▶ Records for processing
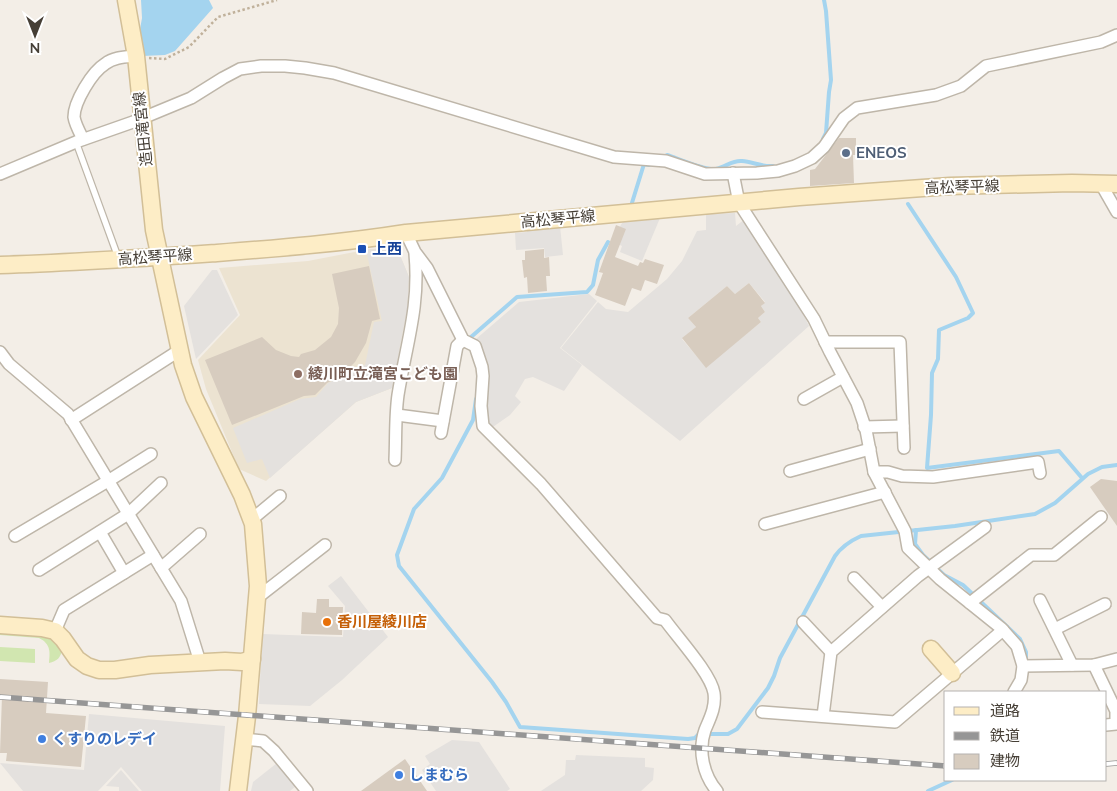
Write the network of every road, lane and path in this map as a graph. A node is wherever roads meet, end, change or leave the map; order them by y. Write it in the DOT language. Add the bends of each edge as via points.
graph roads {
  1 [pos="126,0"];
  2 [pos="277,0"];
  3 [pos="1117,35"];
  4 [pos="136,56"];
  5 [pos="165,58"];
  6 [pos="142,118"];
  7 [pos="80,140"];
  8 [pos="733,173"];
  9 [pos="0,174"];
  10 [pos="1109,184"];
  11 [pos="739,203"];
  12 [pos="1117,212"];
  13 [pos="406,233"];
  14 [pos="414,252"];
  15 [pos="159,257"];
  16 [pos="119,260"];
  17 [pos="0,265"];
  18 [pos="463,340"];
  19 [pos="825,342"];
  20 [pos="180,350"];
  21 [pos="0,352"];
  22 [pos="4,365"];
  23 [pos="843,377"];
  24 [pos="804,399"];
  25 [pos="397,415"];
  26 [pos="71,420"];
  27 [pos="443,421"];
  28 [pos="864,426"];
  29 [pos="903,426"];
  30 [pos="441,433"];
  31 [pos="904,448"];
  32 [pos="870,450"];
  33 [pos="151,454"];
  34 [pos="395,460"];
  35 [pos="790,471"];
  36 [pos="874,472"];
  37 [pos="1040,473"];
  38 [pos="108,482"];
  39 [pos="161,483"];
  40 [pos="885,492"];
  41 [pos="280,496"];
  42 [pos="128,514"];
  43 [pos="1101,517"];
  44 [pos="252,520"];
  45 [pos="765,524"];
  46 [pos="986,527"];
  47 [pos="100,532"];
  48 [pos="200,534"];
  49 [pos="15,536"];
  50 [pos="325,545"];
  51 [pos="153,555"];
  52 [pos="932,566"];
  53 [pos="161,568"];
  54 [pos="39,570"];
  55 [pos="124,573"];
  56 [pos="854,578"];
  57 [pos="257,598"];
  58 [pos="975,600"];
  59 [pos="1040,600"];
  60 [pos="1105,604"];
  61 [pos="882,607"];
  62 [pos="803,622"];
  63 [pos="0,625"];
  64 [pos="1055,629"];
  65 [pos="1003,630"];
  66 [pos="55,631"];
  67 [pos="931,649"];
  68 [pos="831,652"];
  69 [pos="1117,659"];
  70 [pos="252,660"];
  71 [pos="200,662"];
  72 [pos="1072,665"];
  73 [pos="1094,665"];
  74 [pos="1026,666"];
  75 [pos="952,673"];
  76 [pos="1015,691"];
  77 [pos="1106,691"];
  78 [pos="1107,692"];
  79 [pos="762,712"];
  80 [pos="823,716"];
  81 [pos="1107,724"];
  82 [pos="244,739"];
  83 [pos="238,791"];
  84 [pos="307,791"];
  85 [pos="717,791"];
  1 -- 4 [label="main road, 造田滝宮線"];
  2 -- 5 [label="path" via="218,17 189,47"];
  3 -- 8 [label="street" via="1101,42 986,66 961,86 936,94 857,108 844,118 812,158 778,171"];
  4 -- 6 [label="main road, 造田滝宮線"];
  4 -- 7 [label="street" via="114,59 104,64 93,77 76,103 74,118"];
  6 -- 7 [label="street"];
  6 -- 8 [label="street" via="191,98 240,69 261,66 305,68 334,73 614,156 666,161 705,174"];
  6 -- 15 [label="main road, 造田滝宮線"];
  7 -- 9 [label="street"];
  7 -- 16 [label="lane"];
  8 -- 11 [label="street"];
  10 -- 11 [label="main road, 高松琴平線" via="950,186"];
  10 -- 12 [label="street"];
  11 -- 13 [label="main road, 高松琴平線"];
  11 -- 19 [label="street" via="814,319"];
  13 -- 14 [label="street"];
  13 -- 15 [label="main road, 高松琴平線" via="305,246"];
  14 -- 18 [label="street" via="427,268"];
  14 -- 25 [label="street" via="417,275 414,316"];
  15 -- 16 [label="main road, 高松琴平線"];
  15 -- 20 [label="main road, 造田滝宮線"];
  16 -- 17 [label="main road, 高松琴平線"];
  18 -- 27 [label="street" via="457,346"];
  18 -- 85 [label="street" via="475,346 482,367 483,426 542,484 657,618 666,620 706,674 715,702 704,734 702,760"];
  19 -- 23 [label="street"];
  19 -- 29 [label="street" via="900,342"];
  20 -- 26 [label="street"];
  20 -- 44 [label="main road, 造田滝宮線" via="194,397"];
  21 -- 22 [label="street"];
  22 -- 26 [label="street" via="68,414"];
  23 -- 24 [label="street"];
  23 -- 28 [label="street" via="857,403"];
  25 -- 27 [label="street"];
  25 -- 34 [label="street"];
  26 -- 38 [label="street"];
  27 -- 30 [label="street"];
  28 -- 29 [label="street"];
  28 -- 32 [label="street"];
  29 -- 31 [label="street"];
  32 -- 35 [label="street"];
  32 -- 36 [label="street"];
  33 -- 38 [label="street"];
  36 -- 37 [label="street" via="934,478 1038,462"];
  36 -- 40 [label="street"];
  38 -- 42 [label="street"];
  38 -- 49 [label="street"];
  39 -- 42 [label="street"];
  40 -- 45 [label="street"];
  40 -- 52 [label="street" via="906,532 908,548"];
  41 -- 44 [label="street"];
  42 -- 47 [label="street"];
  42 -- 51 [label="street"];
  43 -- 58 [label="street" via="1054,555 1031,555"];
  44 -- 57 [label="main road, 造田滝宮線"];
  46 -- 52 [label="street"];
  47 -- 54 [label="street"];
  47 -- 55 [label="street"];
  48 -- 53 [label="street"];
  50 -- 57 [label="street"];
  51 -- 53 [label="street"];
  51 -- 55 [label="street"];
  52 -- 58 [label="street"];
  52 -- 61 [label="street"];
  53 -- 71 [label="street" via="181,602"];
  55 -- 66 [label="street" via="64,610"];
  56 -- 61 [label="street"];
  57 -- 70 [label="main road, 造田滝宮線"];
  58 -- 65 [label="street"];
  59 -- 64 [label="street"];
  60 -- 64 [label="street"];
  61 -- 68 [label="street"];
  62 -- 68 [label="street"];
  63 -- 66 [label="main road"];
  64 -- 72 [label="street"];
  65 -- 74 [label="street" via="1017,646"];
  65 -- 75 [label="street"];
  66 -- 71 [label="main road" via="77,659 98,670"];
  67 -- 75 [label="main road"];
  68 -- 80 [label="street"];
  69 -- 73 [label="street"];
  70 -- 71 [label="main road"];
  70 -- 82 [label="main road, 造田滝宮線"];
  72 -- 73 [label="street"];
  72 -- 74 [label="street"];
  73 -- 77 [label="street"];
  74 -- 76 [label="street"];
  75 -- 80 [label="street" via="895,722"];
  78 -- 81 [label="street" via="1116,711 1116,724"];
  79 -- 80 [label="street"];
  82 -- 83 [label="main road, 造田滝宮線"];
  82 -- 84 [label="street" via="263,741"];
}
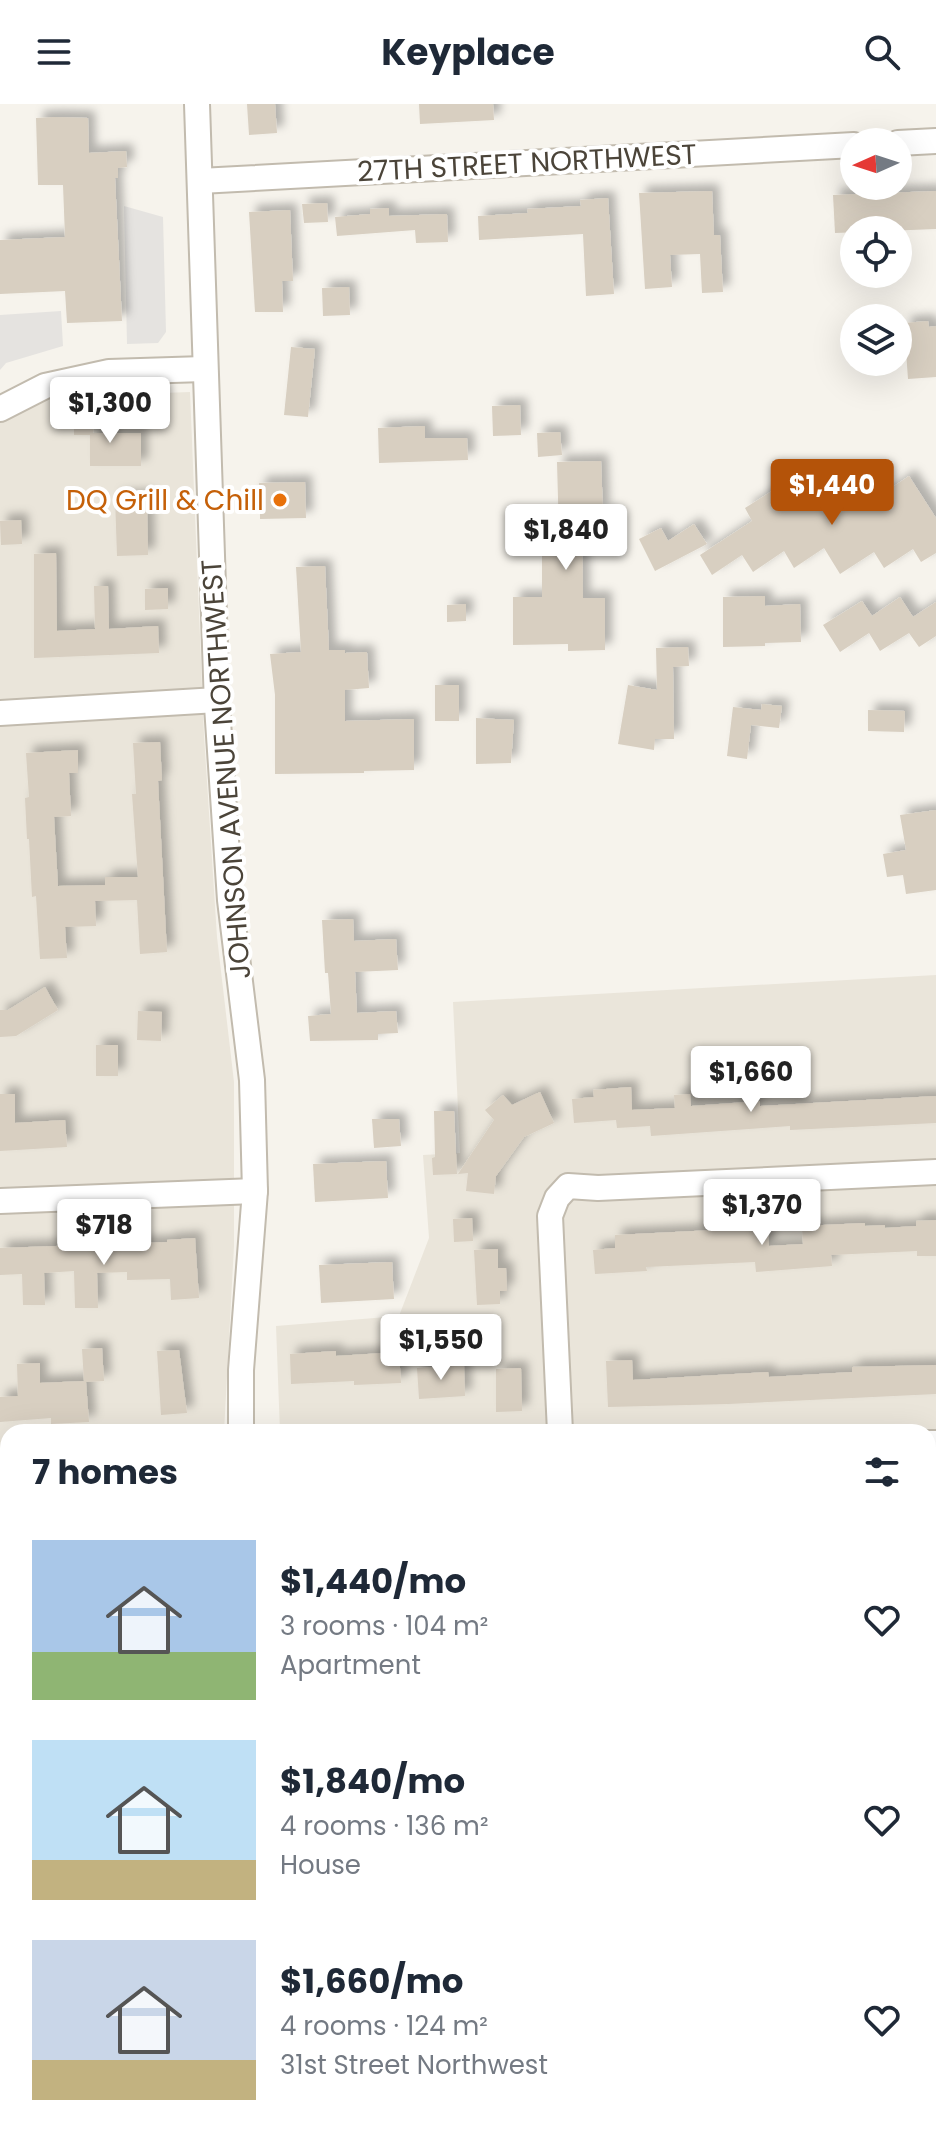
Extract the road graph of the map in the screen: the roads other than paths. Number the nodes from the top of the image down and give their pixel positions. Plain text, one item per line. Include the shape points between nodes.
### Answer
1 (197, 104) edge
2 (936, 141) edge
3 (912, 142) edge
4 (840, 146) edge
5 (200, 181) junction
6 (204, 369) junction
7 (0, 409) edge
8 (217, 700) junction
9 (0, 713) edge
10 (936, 1172) edge
11 (255, 1191) junction
12 (0, 1201) edge
13 (241, 1424) edge
14 (560, 1424) edge

1 - 5 street, JOHNSON AVENUE NORTHWEST
2 - 3 street
4 - 5 street, 27TH STREET NORTHWEST
5 - 6 street, JOHNSON AVENUE NORTHWEST
6 - 7 street via 109,372 45,386
6 - 8 street, JOHNSON AVENUE NORTHWEST
8 - 9 street
8 - 11 street, JOHNSON AVENUE NORTHWEST via 230,900 252,1074
10 - 14 street via 568,1186 550,1216
11 - 12 street
11 - 13 street, JOHNSON AVENUE NORTHWEST

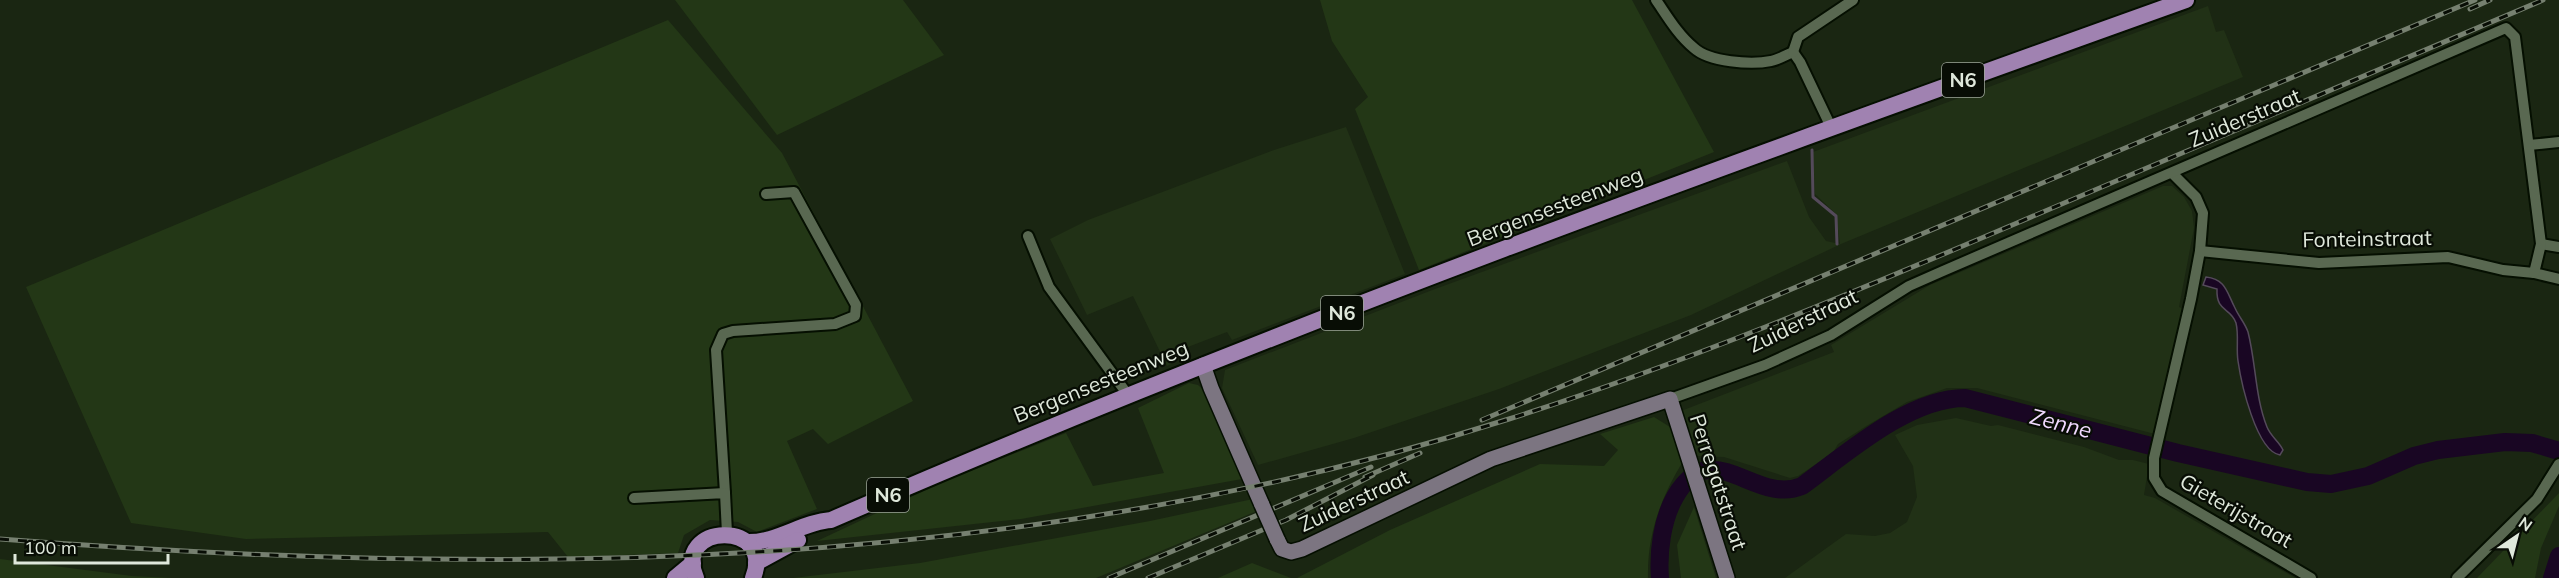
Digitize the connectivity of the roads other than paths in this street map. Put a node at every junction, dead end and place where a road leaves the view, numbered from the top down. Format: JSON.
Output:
{"nodes":[{"id":1,"x":1656,"y":0,"type":"edge"},
{"id":2,"x":1853,"y":0,"type":"edge"},
{"id":3,"x":2186,"y":0,"type":"edge"},
{"id":4,"x":1793,"y":52,"type":"junction"},
{"id":5,"x":1832,"y":127,"type":"junction"},
{"id":6,"x":2559,"y":142,"type":"edge"},
{"id":7,"x":2529,"y":145,"type":"junction"},
{"id":8,"x":2172,"y":172,"type":"junction"},
{"id":9,"x":766,"y":194,"type":"dead end"},
{"id":10,"x":1028,"y":236,"type":"dead end"},
{"id":11,"x":2541,"y":242,"type":"junction"},
{"id":12,"x":2559,"y":247,"type":"edge"},
{"id":13,"x":2200,"y":251,"type":"junction"},
{"id":14,"x":2534,"y":272,"type":"junction"},
{"id":15,"x":2559,"y":279,"type":"edge"},
{"id":16,"x":1203,"y":365,"type":"junction"},
{"id":17,"x":1128,"y":395,"type":"junction"},
{"id":18,"x":1670,"y":399,"type":"junction"},
{"id":19,"x":2557,"y":468,"type":"edge"},
{"id":20,"x":725,"y":493,"type":"junction"},
{"id":21,"x":634,"y":498,"type":"dead end"},
{"id":22,"x":831,"y":520,"type":"junction"},
{"id":23,"x":727,"y":533,"type":"junction"},
{"id":24,"x":747,"y":542,"type":"junction"},
{"id":25,"x":754,"y":570,"type":"edge"},
{"id":26,"x":694,"y":571,"type":"edge"},
{"id":27,"x":675,"y":578,"type":"edge"},
{"id":28,"x":1727,"y":578,"type":"edge"},
{"id":29,"x":2311,"y":578,"type":"edge"},
{"id":30,"x":2457,"y":578,"type":"edge"}],
"edges":[{"from":1,"to":4,"type":"street"},
{"from":2,"to":4,"type":"street"},
{"from":3,"to":5,"type":"main road","name":"Bergensesteenweg","number":"N6"},
{"from":4,"to":5,"type":"street"},
{"from":5,"to":16,"type":"main road","name":"Bergensesteenweg","number":"N6"},
{"from":6,"to":7,"type":"street"},
{"from":7,"to":8,"type":"street","name":"Zuiderstraat"},
{"from":7,"to":11,"type":"street"},
{"from":8,"to":13,"type":"street"},
{"from":8,"to":18,"type":"street","name":"Zuiderstraat"},
{"from":9,"to":20,"type":"street"},
{"from":10,"to":17,"type":"street"},
{"from":11,"to":12,"type":"street"},
{"from":11,"to":14,"type":"street"},
{"from":13,"to":14,"type":"street","name":"Fonteinstraat"},
{"from":13,"to":29,"type":"street","name":"Gieterijstraat"},
{"from":14,"to":15,"type":"street","name":"Fonteinstraat"},
{"from":16,"to":17,"type":"main road","name":"Bergensesteenweg","number":"N6"},
{"from":16,"to":18,"type":"street","name":"Zuiderstraat","bridge":true},
{"from":17,"to":22,"type":"main road","name":"Bergensesteenweg","number":"N6"},
{"from":18,"to":28,"type":"street","name":"Perregatstraat"},
{"from":19,"to":30,"type":"street"},
{"from":20,"to":21,"type":"street"},
{"from":20,"to":23,"type":"street"},
{"from":22,"to":24,"type":"main road","number":"N6"},
{"from":22,"to":25,"type":"main road","number":"N6"},
{"from":23,"to":24,"type":"main road"},
{"from":23,"to":26,"type":"main road"},
{"from":24,"to":25,"type":"main road"},
{"from":26,"to":27,"type":"main road"}]}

▶ The task
Copy out each line of the material in which the word "every" turns up.

▶ Task answer
Write the network of every road, lane and path in this map as a graph. A node is wherever roads meet, end, change or leave the map; order them by y. Write it in the DOT language. Add the bends of each edge as via points.
Digitize the connectivity of the roads other than paths in this street map. Put a node at every junction, dead end and place where a road leaves the view, numbered from the top down. Format: JSON.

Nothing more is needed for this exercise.